Utah Geological Association

Abstract


Orogenic Patterns and Stratigraphy of North-Central Utah and Southeastern Idaho, 1985
Pages 237-248

Early Ordovician Eustatic Sea-Level Changes in Northern Utah and Southeastern Idaho

Michael E. Taylor, John E. Repetski

Abstract

The Early Ordovician was a time of fluctuating sea level. At least two events interpreted to be low sea-level stands are recognized in northern Utah. The earlier hiatus correlates with the Hirsutodontus hirsutus, Fryxellodontus inornatus, and Clavohamulus elongatus subzones of the Cordylodus proavus conodont zone. This hiatus is represented by a disconformity between the St. Charles Formation and Garden City Limestone in the southern Lakeside Mountains and at Stansbury Island, north-central Utah. The second hiatus correlates with the Hirsutodontus simplex and Clavohamulus hintzei subzones of the Cordylodus proavus zone and conodont Fauna B in the southern Lakeside Mountains, at Stansbury Island and the Bear River Range in northern Utah and southeastern Idaho. It is expressed by a disconformity between the St. Charles and Garden City formations in the Bear River Range and by a disconformity in the lower 15 meters of the Garden City Limestone in the southern Lakeside Mountains.

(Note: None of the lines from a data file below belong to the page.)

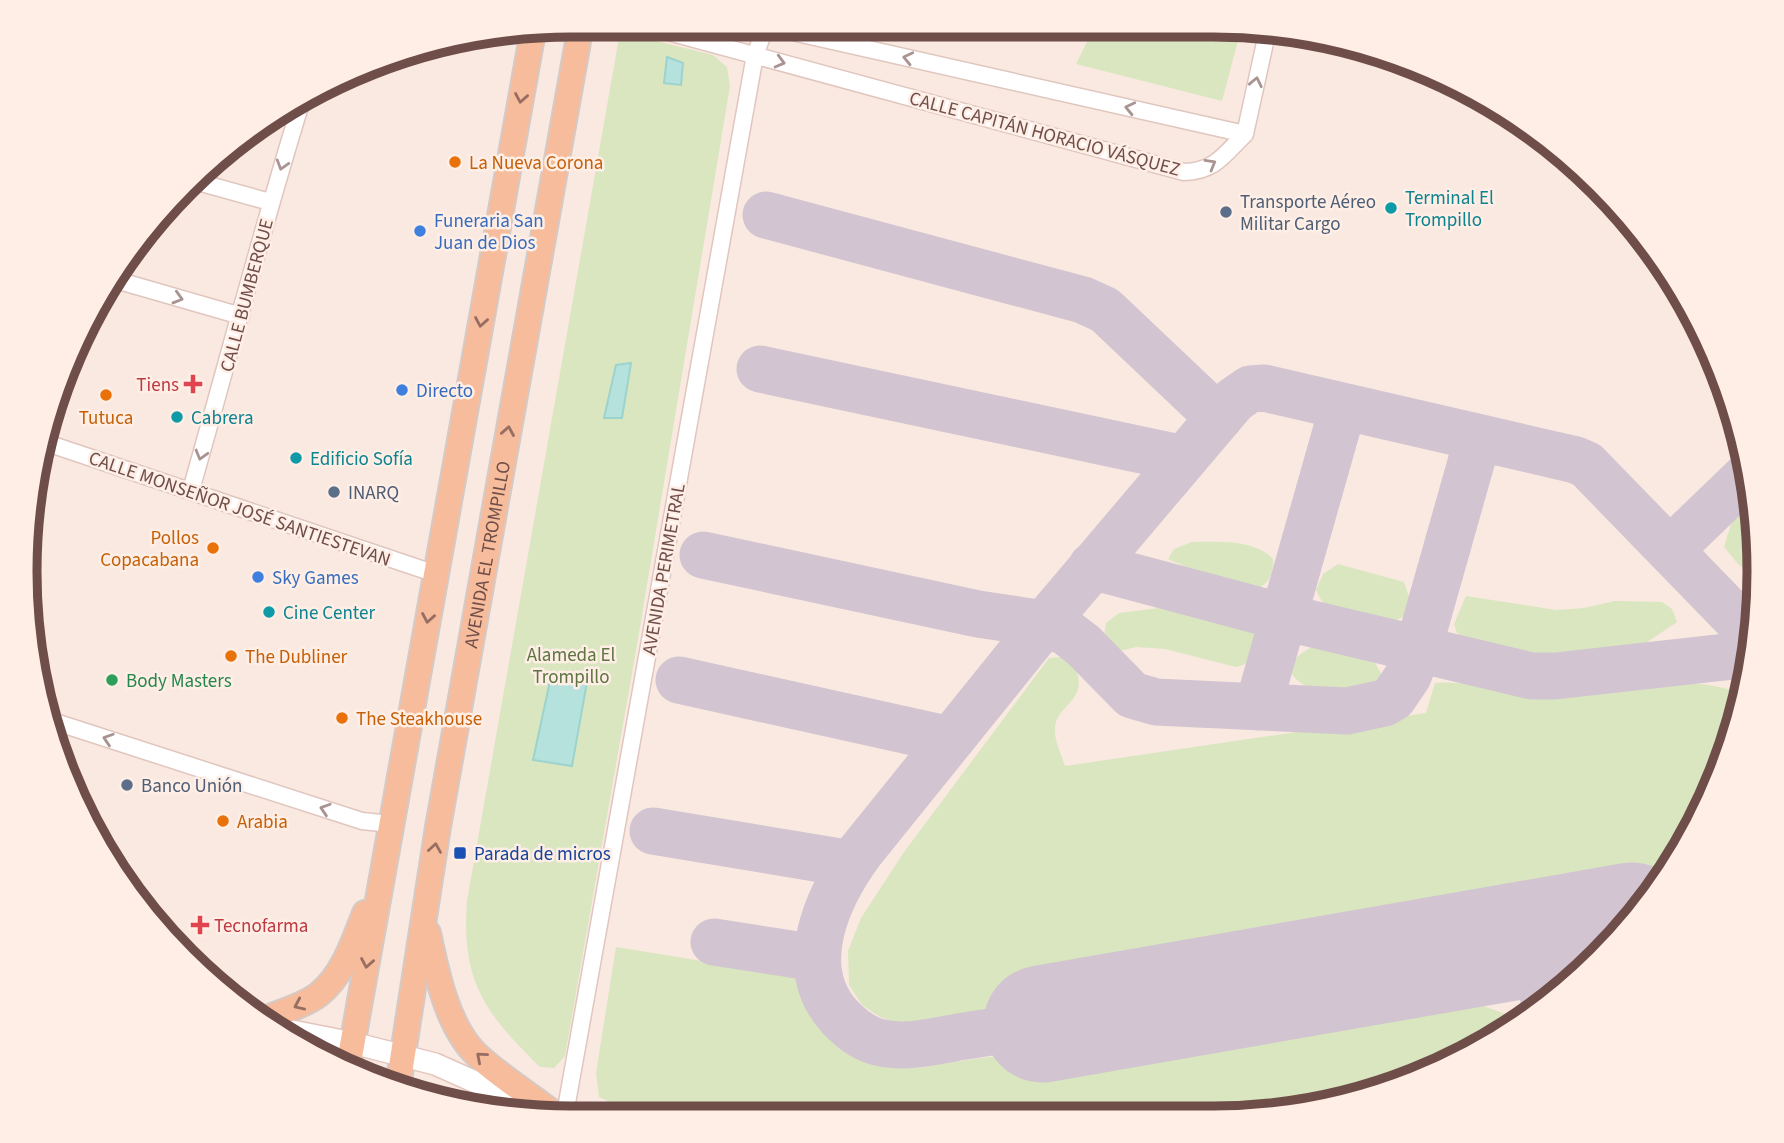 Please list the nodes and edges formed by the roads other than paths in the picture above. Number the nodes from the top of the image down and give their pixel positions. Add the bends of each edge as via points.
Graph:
1 (578, 37) edge
2 (688, 37) edge
3 (762, 37) edge
4 (815, 37) edge
5 (532, 38) edge
6 (1266, 40) edge
7 (755, 55) junction
8 (298, 112) edge
9 (1245, 134) junction
10 (203, 183) edge
11 (270, 202) junction
12 (122, 282) edge
13 (241, 316) junction
14 (52, 445) edge
15 (191, 490) junction
16 (436, 574) junction
17 (59, 723) edge
18 (391, 824) junction
19 (383, 867) junction
20 (424, 915) junction
21 (273, 1016) edge
22 (300, 1033) edge
23 (353, 1043) junction
24 (402, 1055) junction
25 (350, 1058) edge
26 (399, 1078) edge
27 (524, 1104) edge
28 (543, 1105) edge
29 (566, 1106) edge

20 -> 1 main road, AVENIDA EL TROMPILLO
2 - 7 street, CALLE CAPITÁN HORACIO VÁSQUEZ
3 - 7 street, AVENIDA PERIMETRAL
9 -> 4 street, CALLE CAPITÁN HORACIO VÁSQUEZ
5 -> 16 main road
9 -> 6 street
7 -> 9 street, CALLE CAPITÁN HORACIO VÁSQUEZ via 1184,172 1215,165
7 - 29 street, AVENIDA PERIMETRAL
8 -> 11 street, CALLE BUMBERQUE
10 - 11 street
11 - 13 street, CALLE BUMBERQUE
12 -> 13 street
13 -> 15 street, CALLE BUMBERQUE
14 - 15 street, CALLE MONSEÑOR JOSÉ SANTIESTEVAN
15 - 16 street, CALLE MONSEÑOR JOSÉ SANTIESTEVAN
16 -> 18 main road
18 -> 17 street via 362,821
18 - 19 main road
19 -> 21 main road via 344,963 326,988
19 -> 23 main road
20 - 24 main road, AVENIDA EL TROMPILLO
28 -> 20 main road via 475,1053 458,1031 434,964
22 - 23 main road
23 - 24 main road
23 - 25 main road
24 - 26 main road, AVENIDA EL TROMPILLO
24 - 27 main road via 435,1064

Mixed carbonate and siliciclastic sediments accumulated on a shallow-water, miogeoclinal shelf in western Utah and eastern Nevada and in deep-water basinal environments in central Nevada during the time of subaerial exposure in northern Utah and southeastern Idaho. The hiatuses are either absent or of durations shorter than one conodont subzone in western Utah and Nevada. The hiatuses and related dispersal of siliciclastic sediments across the Cordilleran miogeocline are attributed to eustatic sea-level changes, as opposed to local tectonic activity, because the events have been detected worldwide in separate paleotectonic settings.

As now known, the stratigraphic sections in northern Utah with the longest Early Ordovician hiatuses seem restricted to the Paris and Tintic Valley thrust sheets that are now located north, west and south of the Uinta-Cortez arch. These relations suggest that Precambrian and Lower Cambrian crystalline and siliciclastic rocks were probably exposed along the axis of the Uinta-Cortez arch and served as sources for the Early Ordovician siliciclastic sediments during low sea-level stands. However, until the sedimentology has been studied in detail, cratonic sources east of the Sevier orogenic belt or the Lemhi arch in east-central Idaho cannot be ruled out as possible contributing source areas.